Twórcy kanału myślą także o produkcjach własnych, m.in. seriali, jednak inwestycje w nowości będą zależały od tego, jak szybko stacja osiągnie oglądalność na poziomie 1 proc. udziału w rynku. U niektórych operatorów kablowych Stopklatka TV będzie dostępna w wersji HD. Prezes zapowiada, że szykowane są również usługi interaktywne.
- Kanał ten nie jest prostym kanałem linearnym, który nadaje cały czas kontent, tylko będzie miał również usługi interaktywne. To będzie i telewizja hybrydowa, i drugi ekran, czyli będzie można wejść w interakcję z obrazem poprzez telefon, tablet czy komputer. Myślę, że jeszcze w tym roku usługi te będą dostępne - informuje Bogusław Kisielewski, prezes Stopklatka TV.
W niektórych sieciach kablowych kanał będzie dostępny w wersji HD, co ma jeszcze uatrakcyjnić ofertę dla widza.

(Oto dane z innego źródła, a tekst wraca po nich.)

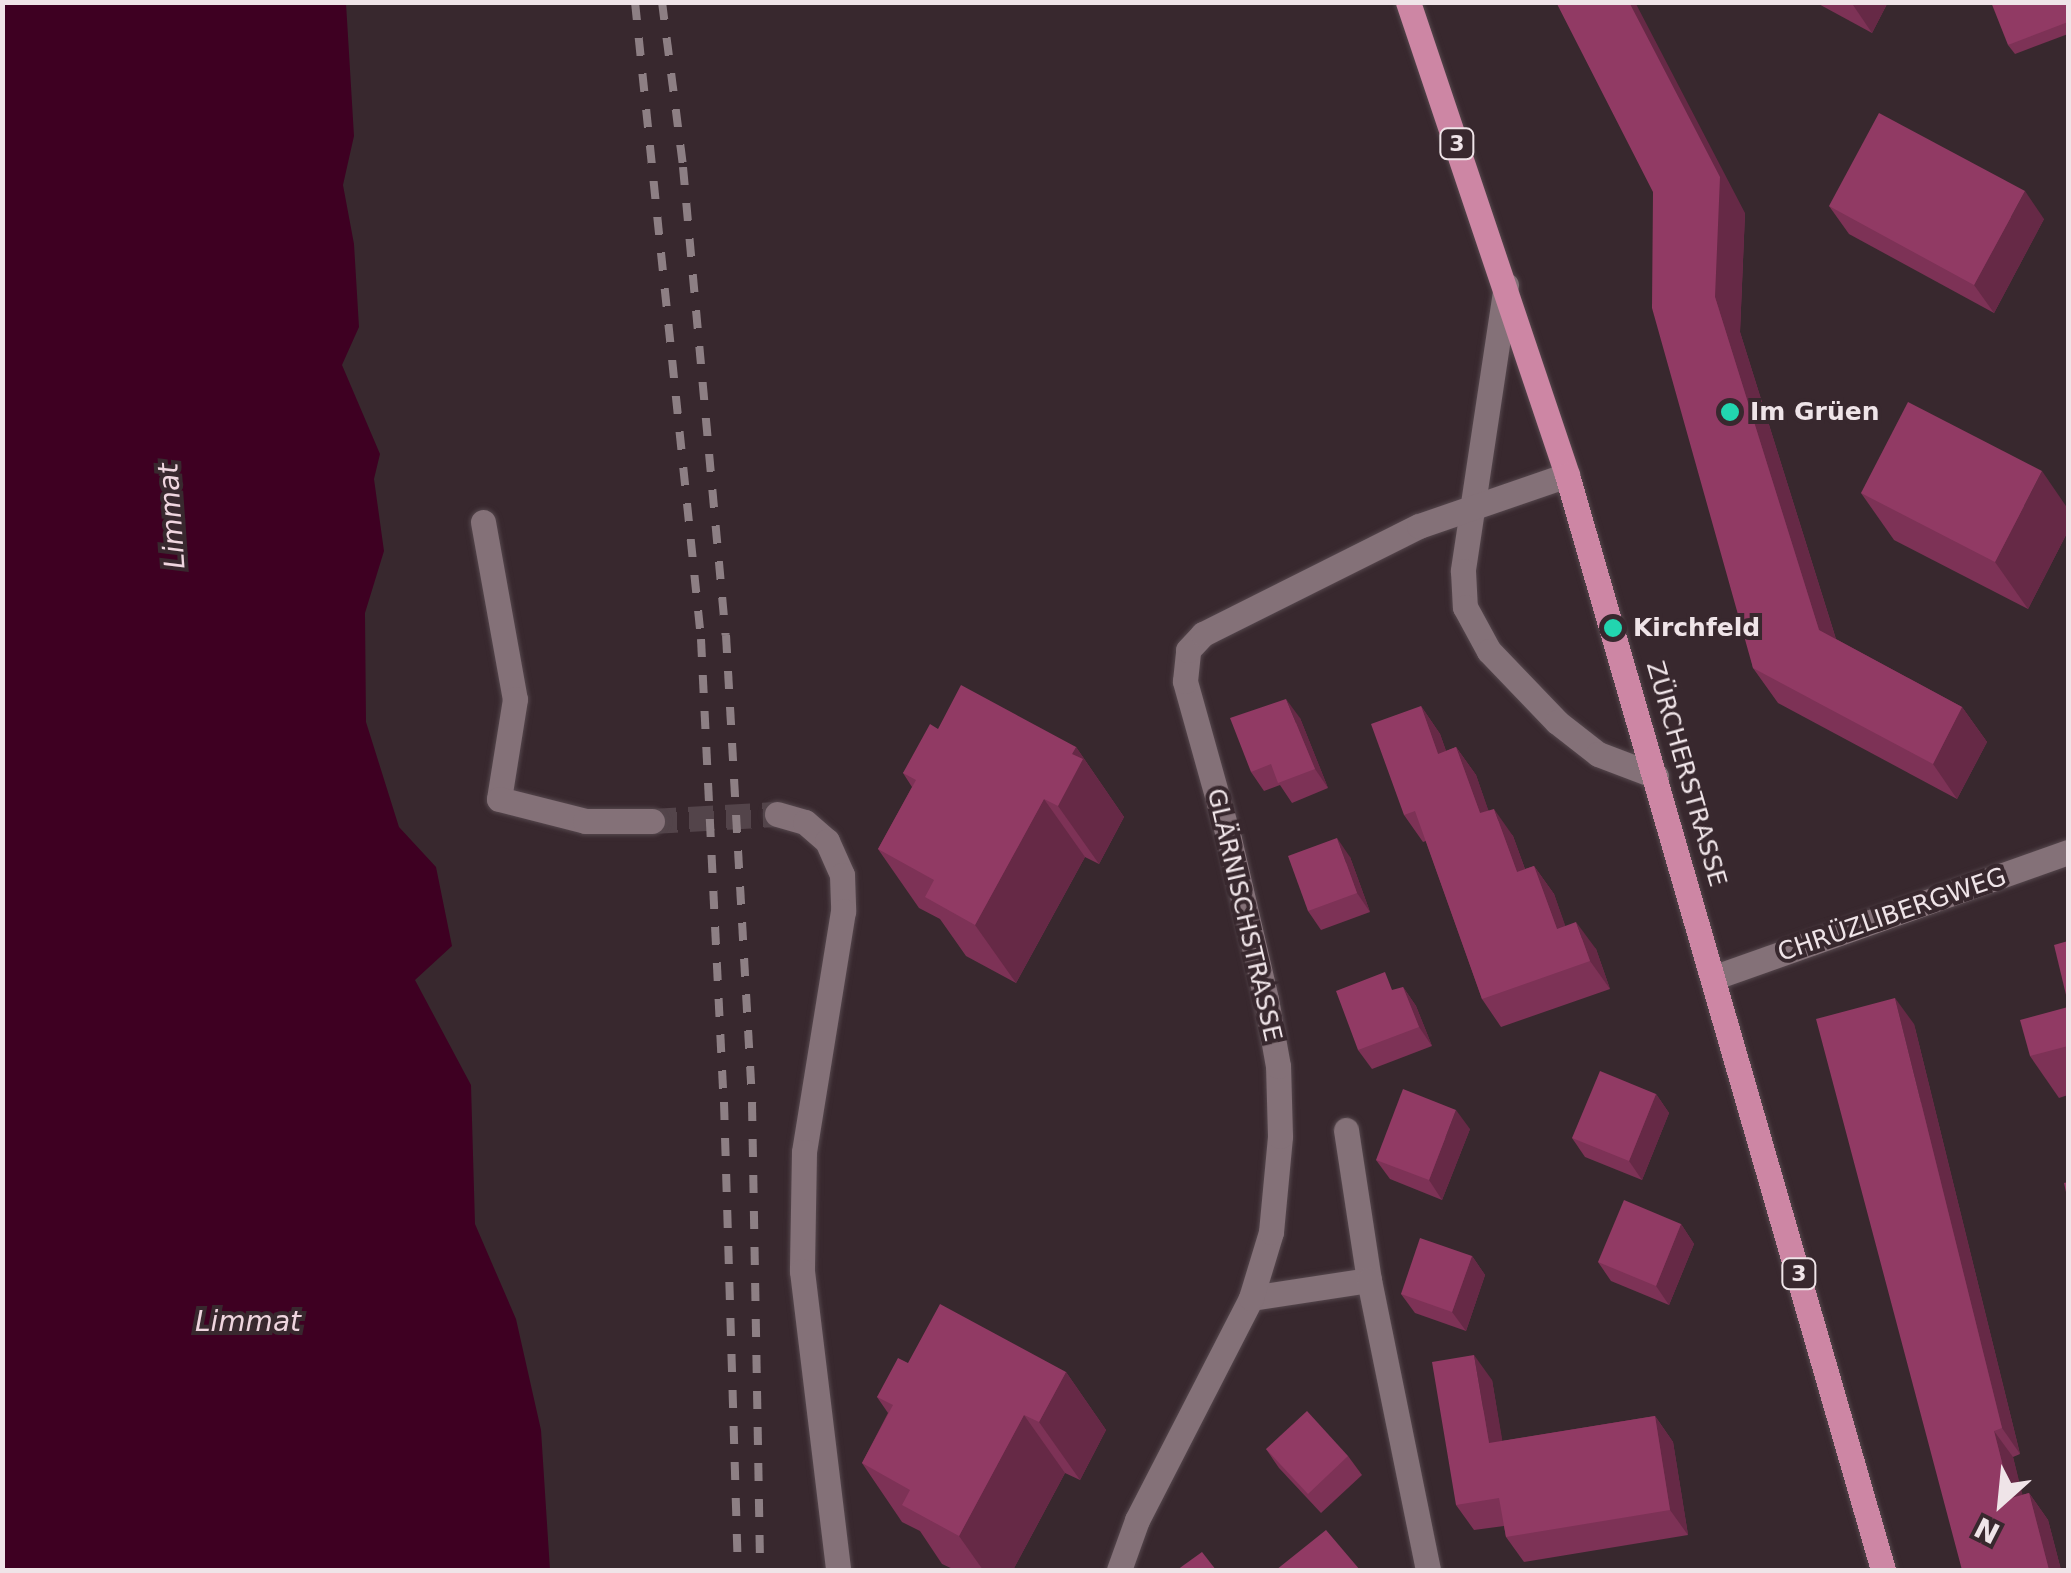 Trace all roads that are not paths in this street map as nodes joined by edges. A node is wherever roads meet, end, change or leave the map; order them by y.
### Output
1 (1408, 2) edge
2 (1506, 285) junction
3 (1567, 476) junction
4 (1472, 508) junction
5 (483, 522) dead end
6 (1656, 776) junction
7 (777, 814) tunnel mouth
8 (652, 821) tunnel mouth
9 (2068, 852) edge
10 (1715, 977) junction
11 (1346, 1130) dead end
12 (1369, 1280) junction
13 (1251, 1298) junction
14 (1877, 1569) edge
15 (838, 1570) edge
16 (1119, 1570) edge
17 (1428, 1570) edge

1 - 2 main road, ZÜRCHERSTRASSE / 3
2 - 3 main road, ZÜRCHERSTRASSE / 3
2 - 4 street
3 - 4 street, GLÄRNISCHSTRASSE
3 - 6 main road, ZÜRCHERSTRASSE / 3
4 - 6 street
4 - 13 street, GLÄRNISCHSTRASSE
5 - 8 street
6 - 10 main road, ZÜRCHERSTRASSE / 3
7 - 15 street
9 - 10 street, CHRÜZLIBERGWEG
10 - 14 main road, ZÜRCHERSTRASSE / 3
11 - 12 street
12 - 13 street
12 - 17 street
13 - 16 street, GLÄRNISCHSTRASSE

Stopklatka TV ma gotową ramówkę na marzec i kwiecień. Jeszcze w marcu kanał wyemituje m.in.: "Chłopów", "Nad Niemnem" czy "Krzyżaków", a także znane filmy, jak "Angielski pacjent", "Iluzjonista", "Między słowami" czy "Królowa". Będą to pozycje znajdujące się zarówno w zbiorach grupy Kino Polska (ok. 4 tys. tytułów), do której Stopklatka TV należy, jak i innych dystrybutorów, z którymi podpisano już umowy. Kanał zamierza również inwestować w zakup seriali.